En la recreación del asalto del 23 de mayo de 1940 también hay yerros evidentes. En la realidad no hubo muertos, sólo un herido en el pie, un niño: el nieto de Trotsky. En la serie se presenta una escena con un muerto en el patio. En realidad el único que murió como resultado de aquel asalto fue un guardaespaldas: Robert Sheldon Hart, el traidor que abrió las puertas de la casa para que entraran los criminales disfrazados de policía, a quien días después asesinaron sus correligionarios en el paraje de Santa Rosalía, rumbo al Desierto de los Leones. Las ráfagas de la metralla son detenidas por sus viejos remordimientos personificados en su primera esposa, Aleksandra Sokolovskaya, cuyo fantasma se convierte en un escudo que le salva la vida; lo anterior puede resultar poético pero en realidad es otra mentira, pues Trotsky aquella noche dormía con su segunda esposa, Natalia Sedova quien lo tiró de la cama y empujó a un rincón, pues el revolucionario soviético estaba completamente drogado con medicamentos para dormir.

En sus recuerdos, el protagonista de la serie acude a la casa de Lenin en París. ¿Por qué París?, si sus encuentros de aquellos años (1903) los tuvieron en Londres. Así pues, en la azotea de la vivienda forcejean al borde de la cornisa y Lenin, a punto de arrojar a Trotsky al vacío, lo convence de su superioridad con una frase que da risa loca porque en términos  teóricos está más cercana al pensamiento político de Herbert Spencer que al de Karl Marx (aunque en la actualidad los restos de ambos pensadores sean vecinos de tumba en el Cementerio de Highgate, Inglaterra); así pues, el Lenin falsificado dice: “Yo soy la cabeza, usted el instrumento”.

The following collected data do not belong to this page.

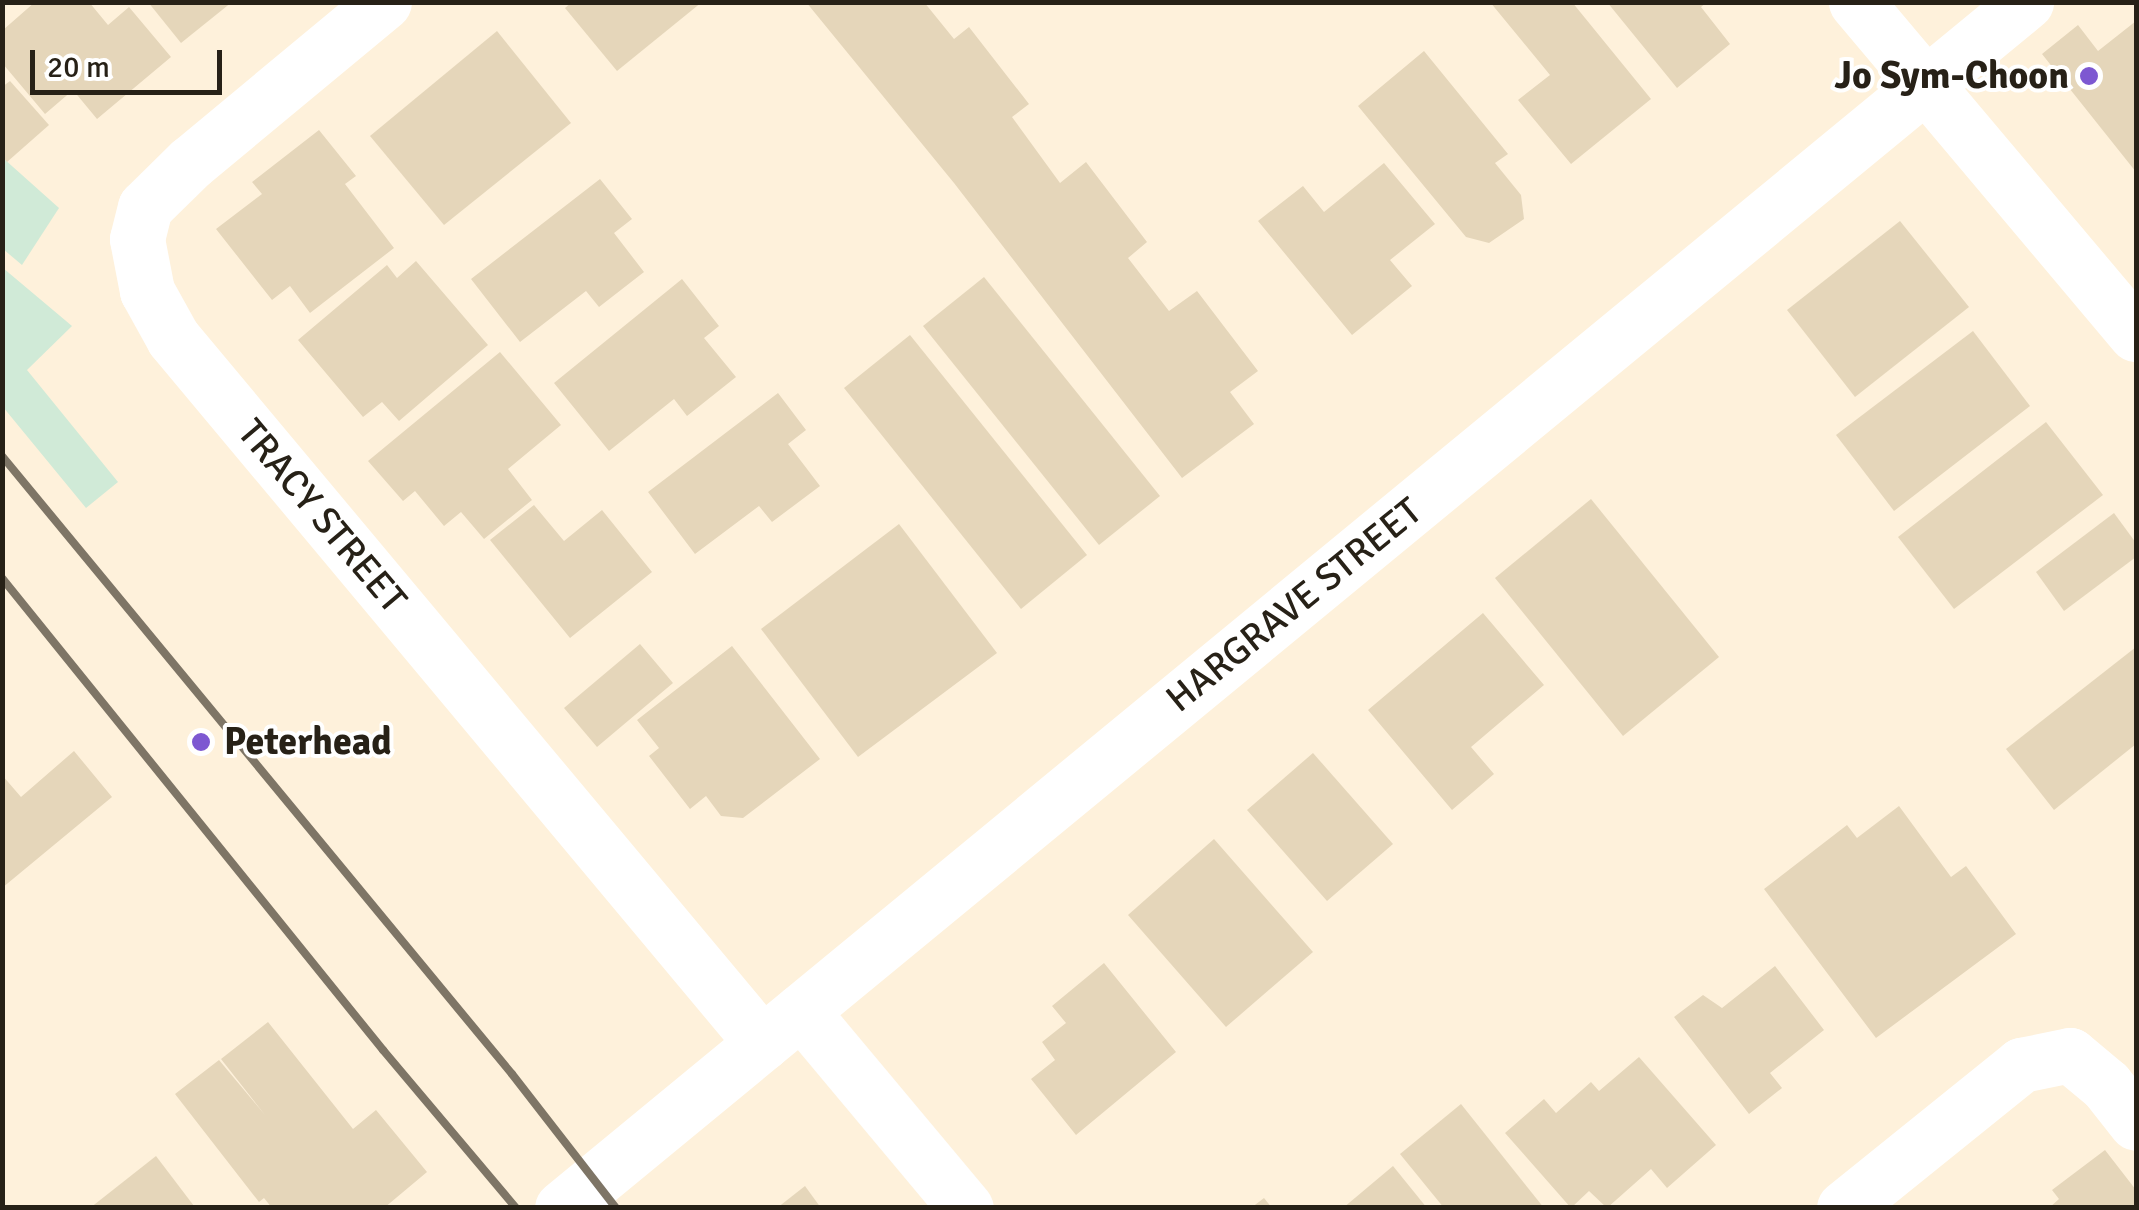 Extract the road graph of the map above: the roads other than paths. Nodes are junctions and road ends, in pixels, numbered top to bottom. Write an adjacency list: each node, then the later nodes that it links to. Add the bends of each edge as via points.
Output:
1 (384, 2): 6 (street, TRACY STREET, via 145,207 138,239 147,290 173,338)
2 (1856, 2): 4 (street)
3 (2026, 2): 4 (street, HARGRAVE STREET)
4 (1924, 86): 5 (street); 6 (street, HARGRAVE STREET)
5 (2136, 334)
6 (781, 1027): 8 (street, HARGRAVE STREET); 9 (street, TRACY STREET)
7 (2136, 1123): 10 (street, via 2070,1055 2020,1065)
8 (562, 1208)
9 (966, 1208)
10 (1844, 1208) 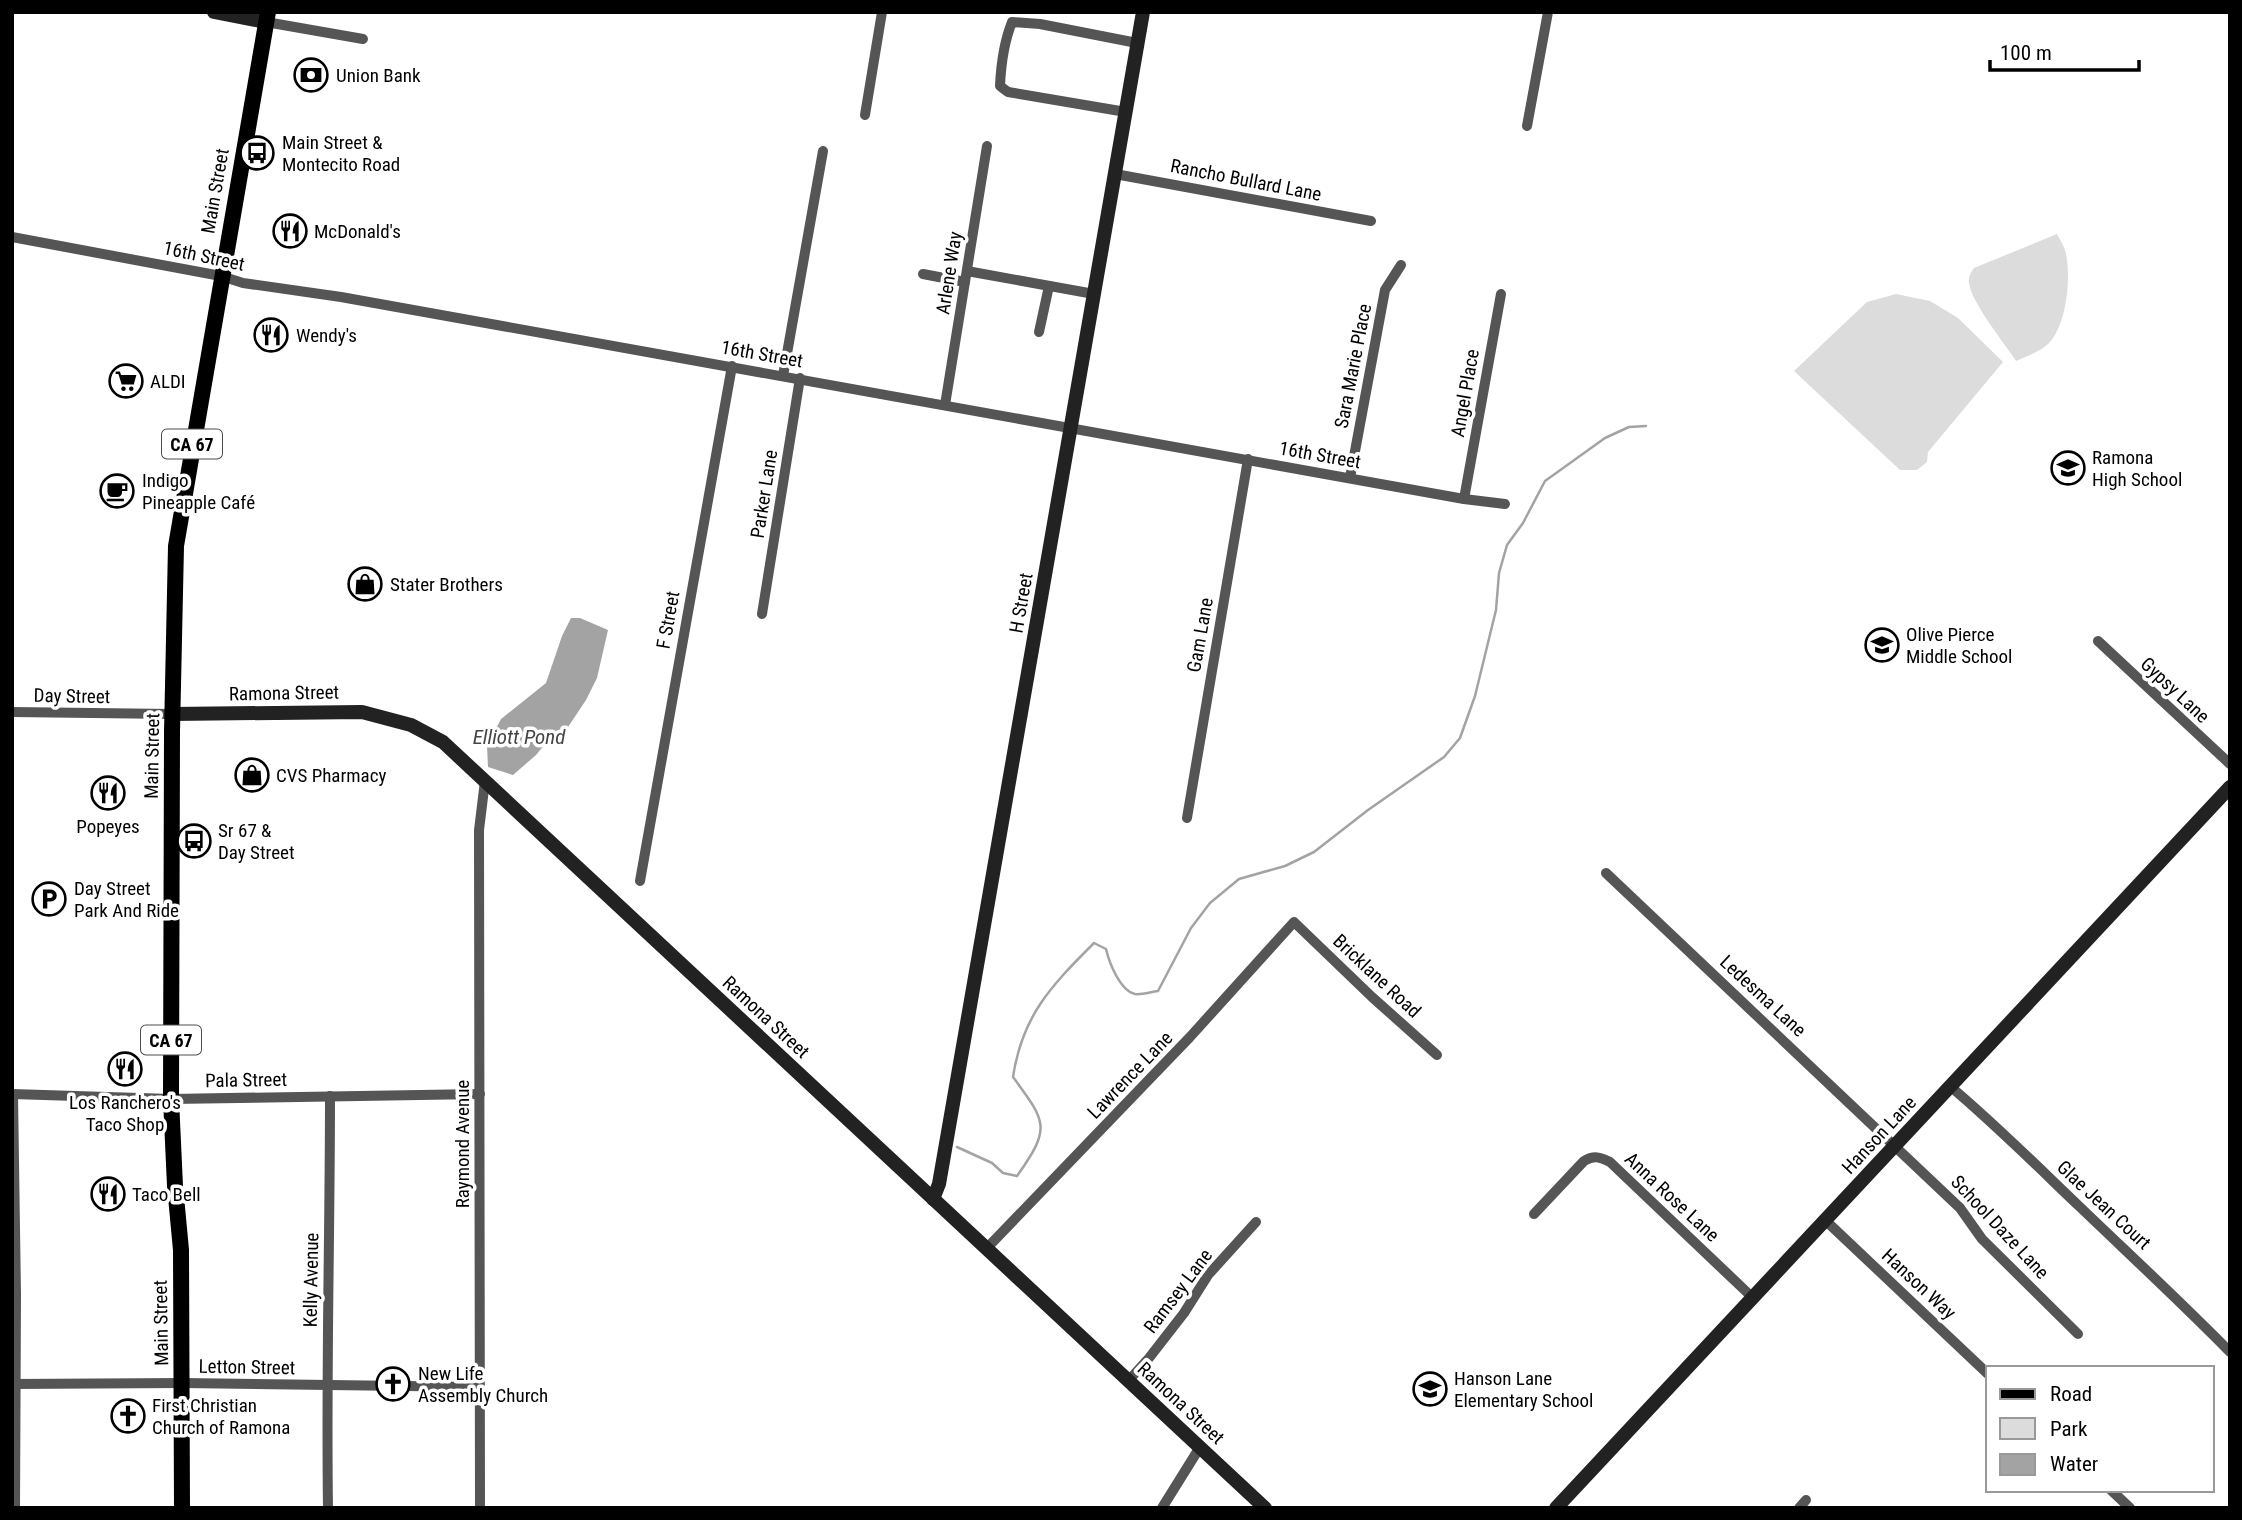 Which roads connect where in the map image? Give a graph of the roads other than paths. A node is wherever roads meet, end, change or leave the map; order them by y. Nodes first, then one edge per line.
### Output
1 (214, 12) edge
2 (882, 12) edge
3 (1143, 12) edge
4 (1548, 12) edge
5 (267, 17) edge
6 (363, 39) dead end
7 (1138, 43) junction
8 (1126, 111) junction
9 (865, 115) dead end
10 (1527, 126) dead end
11 (987, 146) dead end
12 (823, 151) dead end
13 (1115, 174) junction
14 (1371, 221) dead end
15 (12, 237) edge
16 (1401, 265) dead end
17 (923, 274) dead end
18 (221, 276) junction
19 (966, 277) junction
20 (1049, 286) junction
21 (1094, 294) junction
22 (1501, 294) dead end
23 (1039, 332) dead end
24 (732, 366) junction
25 (783, 376) junction
26 (800, 378) junction
27 (946, 405) junction
28 (1071, 427) junction
29 (1248, 459) junction
30 (1350, 478) junction
31 (1464, 499) junction
32 (1505, 504) dead end
33 (762, 614) dead end
34 (2098, 641) dead end
35 (12, 712) edge
36 (173, 714) junction
37 (2230, 764) edge
38 (485, 781) junction
39 (2230, 787) edge
40 (1187, 818) dead end
41 (1606, 873) dead end
42 (640, 881) dead end
43 (1294, 922) joint
44 (1437, 1055) dead end
45 (1951, 1087) junction
46 (13, 1094) edge
47 (480, 1094) junction
48 (330, 1096) junction
49 (171, 1099) junction
50 (1895, 1145) junction
51 (933, 1199) junction
52 (1534, 1214) dead end
53 (1825, 1220) junction
54 (1256, 1223) dead end
55 (987, 1248) junction
56 (1753, 1298) junction
57 (2078, 1334) dead end
58 (2230, 1352) edge
59 (1986, 1372) edge
60 (1129, 1380) junction
61 (183, 1383) junction
62 (14, 1384) edge
63 (326, 1385) junction
64 (480, 1387) junction
65 (1200, 1447) junction
66 (2113, 1492) edge
67 (15, 1508) edge
68 (182, 1508) edge
69 (328, 1508) edge
70 (480, 1508) edge
71 (1162, 1508) edge
72 (1265, 1508) edge
73 (1556, 1508) edge
74 (2130, 1508) edge

1 - 5 main road
2 - 9 street
3 - 7 main road, H Street
4 - 10 street
5 - 6 street
5 - 18 main road, Main Street / CA 67
7 - 8 main road, H Street
7 - 8 street
8 - 13 main road, H Street
11 - 19 street, Arlene Way
12 - 25 street
13 - 14 street, Rancho Bullard Lane
13 - 21 main road, H Street
15 - 18 street, 16th Street
16 - 30 street, Sara Marie Place
17 - 19 street
18 - 24 street, 16th Street
18 - 36 main road, Main Street / CA 67
19 - 20 street
19 - 27 street, Arlene Way
20 - 21 street
20 - 23 street
21 - 28 main road, H Street
22 - 31 street, Angel Place
24 - 25 street, 16th Street
24 - 42 street, F Street
25 - 26 street, 16th Street
26 - 27 street, 16th Street
26 - 33 street, Parker Lane
27 - 28 street, 16th Street
28 - 29 street, 16th Street
28 - 51 main road, H Street
29 - 30 street, 16th Street
29 - 40 street, Gam Lane
30 - 31 street, 16th Street
31 - 32 street, 16th Street
34 - 37 street, Gypsy Lane
35 - 36 street, Day Street
36 - 38 main road, Ramona Street
36 - 49 main road, Main Street / CA 67
38 - 47 street, Raymond Avenue
38 - 51 main road, Ramona Street
39 - 45 main road, Hanson Lane
41 - 50 street, Ledesma Lane
43 - 44 street, Bricklane Road
43 - 55 street, Lawrence Lane
45 - 50 main road, Hanson Lane
45 - 58 street, Glae Jean Court
46 - 49 street, Pala Street
46 - 62 street
47 - 48 street, Pala Street
47 - 64 street, Raymond Avenue
48 - 49 street, Pala Street
48 - 63 street, Kelly Avenue
49 - 61 main road, Main Street / CA 67
50 - 53 main road, Hanson Lane
50 - 57 street, School Daze Lane
51 - 55 main road, Ramona Street
52 - 56 street, Anna Rose Lane
53 - 56 main road, Hanson Lane
53 - 59 street, Hanson Way
54 - 60 street, Ramsey Lane
55 - 60 main road, Ramona Street
56 - 73 main road, Hanson Lane
60 - 65 main road, Ramona Street
61 - 62 street, Letton Street
61 - 63 street, Letton Street
61 - 68 main road, Main Street / CA 67
62 - 67 street
63 - 64 street, Letton Street
63 - 69 street, Kelly Avenue
64 - 70 street, Raymond Avenue
65 - 71 street
65 - 72 main road, Ramona Street
66 - 74 street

En otro flashback, el jactancioso Trotsky ridiculiza a Freud públicamente durante una conferencia que dicta el padre del psicoanálisis en Viena. León Davidovich, como se sabe, retomó en sus intereses personales el análisis de Freud sobre el inconsciente, a pesar de que consideraba al psicoanálisis como charlatanería. Pero en la serie, Freud se convierte en una obsesión del revolucionario al grado que cuarenta años después continúa abrumándolo en el exilio mexicano.

Lo único acertado, es la caracterización del revolucionario bolchevique como un auténtico garañón y las escenas eróticas, por sus brazos también pasa la poetisa Larisa Reisner, quien le da fortaleza emocional para cobrar un diezmo de sangre con el fusilamiento de desertores del Ejército Rojo. Según esta falsificación su dureza para conseguir sus objetivos los aprendió de aquel carcelero a quien también usurpó el nombre de Trotsky.

La visión que se presenta se puede resumir en la siguiente frase mencionada durante un diálogo entre el protagonista y su asesino, que describe a la santísima trinidad: Lenin es el padre, Stalin es el hijo y Trotsky el Judas.

Basura, pues, pagada con nuestros impuestos, pero esa es otra historia.